Excerpted records Block Start

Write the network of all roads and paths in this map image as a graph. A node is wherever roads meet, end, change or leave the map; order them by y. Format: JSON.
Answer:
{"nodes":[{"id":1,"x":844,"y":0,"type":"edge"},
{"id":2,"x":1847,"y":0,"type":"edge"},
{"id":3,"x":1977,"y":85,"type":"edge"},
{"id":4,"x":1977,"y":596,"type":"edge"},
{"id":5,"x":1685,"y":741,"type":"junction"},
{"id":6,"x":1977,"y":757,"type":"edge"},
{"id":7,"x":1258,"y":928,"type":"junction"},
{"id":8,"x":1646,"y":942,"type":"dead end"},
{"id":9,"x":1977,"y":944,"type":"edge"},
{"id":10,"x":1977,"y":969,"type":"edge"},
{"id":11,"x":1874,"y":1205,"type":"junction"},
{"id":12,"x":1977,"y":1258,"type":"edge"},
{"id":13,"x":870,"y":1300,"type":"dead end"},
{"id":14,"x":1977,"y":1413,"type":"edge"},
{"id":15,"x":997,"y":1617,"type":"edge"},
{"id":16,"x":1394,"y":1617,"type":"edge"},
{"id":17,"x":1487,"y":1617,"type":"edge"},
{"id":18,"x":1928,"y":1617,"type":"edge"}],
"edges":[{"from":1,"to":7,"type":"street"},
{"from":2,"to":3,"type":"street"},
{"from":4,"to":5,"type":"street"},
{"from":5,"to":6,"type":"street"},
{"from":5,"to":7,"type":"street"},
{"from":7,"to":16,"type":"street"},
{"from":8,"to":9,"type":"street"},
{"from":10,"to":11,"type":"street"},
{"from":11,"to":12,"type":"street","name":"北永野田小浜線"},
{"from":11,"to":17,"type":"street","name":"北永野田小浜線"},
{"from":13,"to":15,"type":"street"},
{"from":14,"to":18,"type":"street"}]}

Excerpted records Block End

> Aim of the exercise
Your answer should consist only of the count of lines in the data that contain "name".

> Solution for this exercise
2